Sus palabras recibieron encendidos aplausos. El estropeado de… de que importa el lugar, ¡qué más da! Era un hombre de un mundo capaz, generoso y epatante. Un mundo donde la sonrisa surge de la misma herida y donde quien se redime en ella vive y aquel que no es capaz de superar los bordes abiertos y sangrantes, muere de angustia y soledad.

Hay también otro hombre vestido de colorines, el corazón desbordante en unas piernas tullidas, enroscada en un pantalón negro que descansan, ¿descansan? sobre una silla de ruedas. Por un momento, mientras ha gemido quedo Andrea, yo me he imaginado a este hombre solo, intentando en vano enderezar la carente musculatura de sus miembros inferiores y le he visto llorar de rabia, más no de impotencia. A este hombre, que tiene una inmensa chaqueta de colores en la misma disposición que se plasman en el arco iris, esta, la chaqueta, le tapa las piernas pero le deja libre el corazón. El hombre incompleto, avezado su espíritu en la desgracia, expande, sobre el escenario, como una riada, mil chascarrillos, agudezas, bromas y picardías clarividentes hasta edificar un mar plácido, sosegado, acostándose manso en las playas que construye las risas que el levanta.
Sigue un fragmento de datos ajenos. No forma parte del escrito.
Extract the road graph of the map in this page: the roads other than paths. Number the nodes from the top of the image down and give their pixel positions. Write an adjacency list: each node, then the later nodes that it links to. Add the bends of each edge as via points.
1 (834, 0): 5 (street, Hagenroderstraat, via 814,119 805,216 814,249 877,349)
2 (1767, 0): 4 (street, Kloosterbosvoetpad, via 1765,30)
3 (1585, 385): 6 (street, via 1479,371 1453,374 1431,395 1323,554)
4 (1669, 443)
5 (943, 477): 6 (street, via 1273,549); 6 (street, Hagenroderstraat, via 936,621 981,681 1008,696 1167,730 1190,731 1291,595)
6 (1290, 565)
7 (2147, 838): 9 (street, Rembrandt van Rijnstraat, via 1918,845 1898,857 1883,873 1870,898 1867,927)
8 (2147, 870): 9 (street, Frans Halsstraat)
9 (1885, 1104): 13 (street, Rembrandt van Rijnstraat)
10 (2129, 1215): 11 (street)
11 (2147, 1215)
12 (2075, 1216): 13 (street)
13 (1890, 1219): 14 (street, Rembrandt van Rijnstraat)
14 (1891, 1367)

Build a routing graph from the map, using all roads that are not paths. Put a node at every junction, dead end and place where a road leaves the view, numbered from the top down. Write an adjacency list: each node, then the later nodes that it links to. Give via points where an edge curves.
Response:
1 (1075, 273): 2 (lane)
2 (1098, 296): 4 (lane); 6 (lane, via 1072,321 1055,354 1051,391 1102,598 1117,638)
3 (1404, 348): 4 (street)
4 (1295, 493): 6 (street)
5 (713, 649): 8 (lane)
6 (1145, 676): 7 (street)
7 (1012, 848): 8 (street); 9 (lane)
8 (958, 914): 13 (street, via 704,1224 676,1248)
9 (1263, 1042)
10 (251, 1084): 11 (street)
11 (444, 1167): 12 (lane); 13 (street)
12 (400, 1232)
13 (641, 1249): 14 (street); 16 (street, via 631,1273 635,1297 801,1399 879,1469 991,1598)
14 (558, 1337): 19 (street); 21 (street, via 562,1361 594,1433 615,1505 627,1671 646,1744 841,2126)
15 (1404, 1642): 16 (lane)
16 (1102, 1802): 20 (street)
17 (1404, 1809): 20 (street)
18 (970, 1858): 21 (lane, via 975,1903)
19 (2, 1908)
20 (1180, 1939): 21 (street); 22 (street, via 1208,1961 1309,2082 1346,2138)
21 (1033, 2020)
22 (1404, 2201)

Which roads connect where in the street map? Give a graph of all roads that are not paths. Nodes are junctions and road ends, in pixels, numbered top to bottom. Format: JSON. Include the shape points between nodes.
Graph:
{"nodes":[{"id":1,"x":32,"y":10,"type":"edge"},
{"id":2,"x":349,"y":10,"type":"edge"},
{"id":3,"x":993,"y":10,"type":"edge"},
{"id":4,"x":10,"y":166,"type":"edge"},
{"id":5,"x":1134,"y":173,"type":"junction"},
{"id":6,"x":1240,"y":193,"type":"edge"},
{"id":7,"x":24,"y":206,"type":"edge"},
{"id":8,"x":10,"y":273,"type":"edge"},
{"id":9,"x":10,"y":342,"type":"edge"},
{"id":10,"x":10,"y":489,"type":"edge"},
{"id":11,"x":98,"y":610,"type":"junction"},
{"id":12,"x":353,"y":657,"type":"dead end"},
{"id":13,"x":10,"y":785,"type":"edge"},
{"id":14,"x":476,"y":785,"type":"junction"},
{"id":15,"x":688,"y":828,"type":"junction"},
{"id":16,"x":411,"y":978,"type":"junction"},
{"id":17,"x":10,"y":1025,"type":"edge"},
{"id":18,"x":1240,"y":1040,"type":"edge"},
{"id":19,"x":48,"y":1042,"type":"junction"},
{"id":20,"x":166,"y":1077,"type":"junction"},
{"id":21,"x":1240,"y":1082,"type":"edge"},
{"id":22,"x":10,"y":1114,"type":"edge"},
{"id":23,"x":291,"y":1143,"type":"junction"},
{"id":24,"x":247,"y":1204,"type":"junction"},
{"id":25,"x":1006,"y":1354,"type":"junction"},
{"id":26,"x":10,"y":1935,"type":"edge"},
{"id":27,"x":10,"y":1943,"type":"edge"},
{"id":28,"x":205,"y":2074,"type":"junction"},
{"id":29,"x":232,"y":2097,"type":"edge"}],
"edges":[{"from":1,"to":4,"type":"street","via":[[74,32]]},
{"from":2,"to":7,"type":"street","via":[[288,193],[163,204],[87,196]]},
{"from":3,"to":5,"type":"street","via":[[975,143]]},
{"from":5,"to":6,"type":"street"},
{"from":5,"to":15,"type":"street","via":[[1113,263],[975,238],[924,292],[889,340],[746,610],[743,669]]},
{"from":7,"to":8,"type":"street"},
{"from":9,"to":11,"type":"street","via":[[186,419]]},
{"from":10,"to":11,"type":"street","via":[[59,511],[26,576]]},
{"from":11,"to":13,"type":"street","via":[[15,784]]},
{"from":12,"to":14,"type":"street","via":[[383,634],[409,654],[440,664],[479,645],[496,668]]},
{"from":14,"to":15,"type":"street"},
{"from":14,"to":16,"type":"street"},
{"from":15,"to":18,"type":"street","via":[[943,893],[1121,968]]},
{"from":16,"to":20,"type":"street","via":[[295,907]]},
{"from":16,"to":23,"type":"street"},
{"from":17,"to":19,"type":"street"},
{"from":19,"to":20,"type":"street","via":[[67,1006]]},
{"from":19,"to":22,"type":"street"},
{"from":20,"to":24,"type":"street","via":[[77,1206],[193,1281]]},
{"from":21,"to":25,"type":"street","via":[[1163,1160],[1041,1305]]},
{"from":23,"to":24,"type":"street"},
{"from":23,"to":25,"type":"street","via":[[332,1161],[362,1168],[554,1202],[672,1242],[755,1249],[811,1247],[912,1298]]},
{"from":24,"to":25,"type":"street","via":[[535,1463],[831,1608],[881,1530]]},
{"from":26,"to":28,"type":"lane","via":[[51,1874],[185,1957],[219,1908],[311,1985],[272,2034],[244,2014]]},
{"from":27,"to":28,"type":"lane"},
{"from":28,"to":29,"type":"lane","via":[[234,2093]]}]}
Cien más salieron como ellos. Nadie hubiera supuesto, en tanto jolgorio, que hubiera nada trascendente. Andrea si lo sabe. Aquella mujer va a cumplir 30 años. En 30 años, Andrea Beatriz Crisóloga ha asistido a dos fiestas. Aquella primera, la que tanto tiempo soñó que viniera, le ha desaparecido de la memoria, como si en realidad nunca hubiera existido. Esta última, sabe Andrea que nunca la olvidará, así pasen 30 años, así viva hasta la misma consumación de los siglos.